We shouldn’t really have met at all. Although, once she was dead, I suppose all bets were off and she could do what she wanted. I certainly didn’t seem to have the resources to prevent her visits, though I was going to try my hardest from now on.
I’d left university with a respectable 2:1, nothing spectacular, and given the amount of debt that I was left with, as a result of tuition and maintenance fees, it might be suggested the three years could have been better spent. My parents seemed to consider I should have tried harder. They worried each term that I would throw it all in, and when the time was over and the results were in, they didn’t even try to hide their disappointment at my achievements. Get a job now was their encouraging cry.
I began work at the local social services as a last resort, having received rejections and a simple lack of response from all the other jobs I applied for. I had thought a degree would give me some kind of elevation into at least the interview stage, but I was wrong. It seemed that a degree in history wasn’t exactly what the banks, solicitors, even the accountants, were looking for. No one was, as it turned out – not the publishers, museums, nowhere. The social services took me because I was so desperate, I’m convinced of that.
The interview invitation came as a surprise. I was late getting up that day, deliberately ignoring the increasingly irritated and impassioned pleas from my mother to ‘get out of bed.’ Living with my parents, after the years away from home, was proving difficult for all of us, but I can only explain how it felt for me, what my experiences were, and they were mind-numbing, freedom-suffocating, and stress-inducing. I suppose it was the same for them. I didn’t ask.
When I came downstairs, both my parents had already left the house to go to work. ‘Money doesn’t grow on trees,’ as my mother would constantly remind me. My father would contribute his own brand of advice along the lines of ‘I was married by the time I was your age.’ Which proved nothing, and helped no one, but didn’t stop either of them sharing their accumulated wisdom from their drawn-out years of pinched life.
The post had arrived and there was a letter for me, which wasn’t unusual given the number of job applications I had sent out. I didn’t open it until I had made my first coffee of the day and was buttering toast. It would only be another letter of regret. It’s us, not you. At this moment in time. They all wished me good luck for the future, which I found hard to accept as being sincere.

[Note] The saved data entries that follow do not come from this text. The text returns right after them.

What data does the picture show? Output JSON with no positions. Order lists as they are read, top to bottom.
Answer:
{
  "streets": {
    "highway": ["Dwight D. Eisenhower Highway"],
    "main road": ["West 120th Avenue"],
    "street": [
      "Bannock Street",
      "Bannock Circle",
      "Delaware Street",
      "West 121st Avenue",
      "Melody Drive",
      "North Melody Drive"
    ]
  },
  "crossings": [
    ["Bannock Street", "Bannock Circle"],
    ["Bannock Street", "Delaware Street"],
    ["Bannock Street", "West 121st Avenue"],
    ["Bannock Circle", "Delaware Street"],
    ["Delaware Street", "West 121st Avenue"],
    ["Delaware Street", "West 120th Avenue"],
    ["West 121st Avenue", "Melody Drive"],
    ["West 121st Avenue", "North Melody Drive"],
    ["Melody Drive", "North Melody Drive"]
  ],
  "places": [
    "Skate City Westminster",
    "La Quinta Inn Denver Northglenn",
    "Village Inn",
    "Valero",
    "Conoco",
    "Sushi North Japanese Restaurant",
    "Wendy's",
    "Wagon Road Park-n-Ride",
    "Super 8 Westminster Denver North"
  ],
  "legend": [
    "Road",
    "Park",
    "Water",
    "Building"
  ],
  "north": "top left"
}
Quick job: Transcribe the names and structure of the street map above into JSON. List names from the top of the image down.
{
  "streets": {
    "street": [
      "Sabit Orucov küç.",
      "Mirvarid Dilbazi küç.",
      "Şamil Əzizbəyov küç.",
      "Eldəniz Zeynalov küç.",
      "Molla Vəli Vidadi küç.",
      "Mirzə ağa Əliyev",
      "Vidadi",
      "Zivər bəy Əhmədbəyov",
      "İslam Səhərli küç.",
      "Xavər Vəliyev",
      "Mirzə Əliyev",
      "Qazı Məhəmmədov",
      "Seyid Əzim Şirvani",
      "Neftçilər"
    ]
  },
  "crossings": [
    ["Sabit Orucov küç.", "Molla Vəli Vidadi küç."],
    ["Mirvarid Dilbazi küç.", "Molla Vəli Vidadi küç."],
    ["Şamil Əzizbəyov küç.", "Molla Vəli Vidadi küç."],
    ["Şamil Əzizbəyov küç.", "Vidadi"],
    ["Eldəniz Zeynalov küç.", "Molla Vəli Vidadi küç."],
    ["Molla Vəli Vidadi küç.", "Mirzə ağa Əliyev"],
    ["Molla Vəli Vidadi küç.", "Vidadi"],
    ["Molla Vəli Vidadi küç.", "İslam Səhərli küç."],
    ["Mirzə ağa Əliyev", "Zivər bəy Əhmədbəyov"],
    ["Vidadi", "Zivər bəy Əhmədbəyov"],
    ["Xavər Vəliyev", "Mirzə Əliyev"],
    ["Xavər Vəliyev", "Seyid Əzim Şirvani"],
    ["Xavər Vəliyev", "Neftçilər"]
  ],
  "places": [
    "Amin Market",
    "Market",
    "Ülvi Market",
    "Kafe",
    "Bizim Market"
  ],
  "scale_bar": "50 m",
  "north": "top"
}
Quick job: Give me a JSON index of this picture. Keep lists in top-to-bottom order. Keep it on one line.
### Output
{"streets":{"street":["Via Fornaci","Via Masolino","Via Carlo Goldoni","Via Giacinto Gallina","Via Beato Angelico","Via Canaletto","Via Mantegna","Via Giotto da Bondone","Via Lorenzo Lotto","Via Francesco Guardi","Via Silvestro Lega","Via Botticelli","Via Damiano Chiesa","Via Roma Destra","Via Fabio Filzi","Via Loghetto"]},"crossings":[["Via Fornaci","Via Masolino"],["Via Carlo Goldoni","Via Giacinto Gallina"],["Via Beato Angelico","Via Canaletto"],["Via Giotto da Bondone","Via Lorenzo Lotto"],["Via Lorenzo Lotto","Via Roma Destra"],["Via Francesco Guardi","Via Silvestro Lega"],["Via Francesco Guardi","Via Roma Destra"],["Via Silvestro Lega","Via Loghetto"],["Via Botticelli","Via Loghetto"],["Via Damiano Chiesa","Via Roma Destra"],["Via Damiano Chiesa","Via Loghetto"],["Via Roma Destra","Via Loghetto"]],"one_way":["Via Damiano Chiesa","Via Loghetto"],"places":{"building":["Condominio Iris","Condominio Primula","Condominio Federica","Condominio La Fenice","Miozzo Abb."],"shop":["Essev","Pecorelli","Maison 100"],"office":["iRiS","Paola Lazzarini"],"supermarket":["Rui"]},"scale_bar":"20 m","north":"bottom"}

I tore open the envelope with the same knife I was using on my food, and so the piece of paper that I pulled out was smeared with some greasy butter and lines of marmalade. It wouldn’t matter, as it would be consigned to the bin as soon as I saw the ‘sorry’ word that I had grown so used to. Except this letter was different. They wanted to see me. There was a time and a date and a definite and almost positive request for my presence. Someone wanted to see me. There were tears in my eyes as I laid the letter down on the sticky tabletop.
***
The youth centre was set up as a kind of drop-in service. There were the ubiquitous table tennis tables and a bar where fruit juices and soft drinks could be had, although I later learned that the more enterprising and rebellious visitors would lace them with vodka poured from water bottles they brought in with them. We, the staff, tended to turn a blind eye to the illicit drinking, unless one of them went a bit too far. Their behaviour was wild enough without letting them get blind drunk as well.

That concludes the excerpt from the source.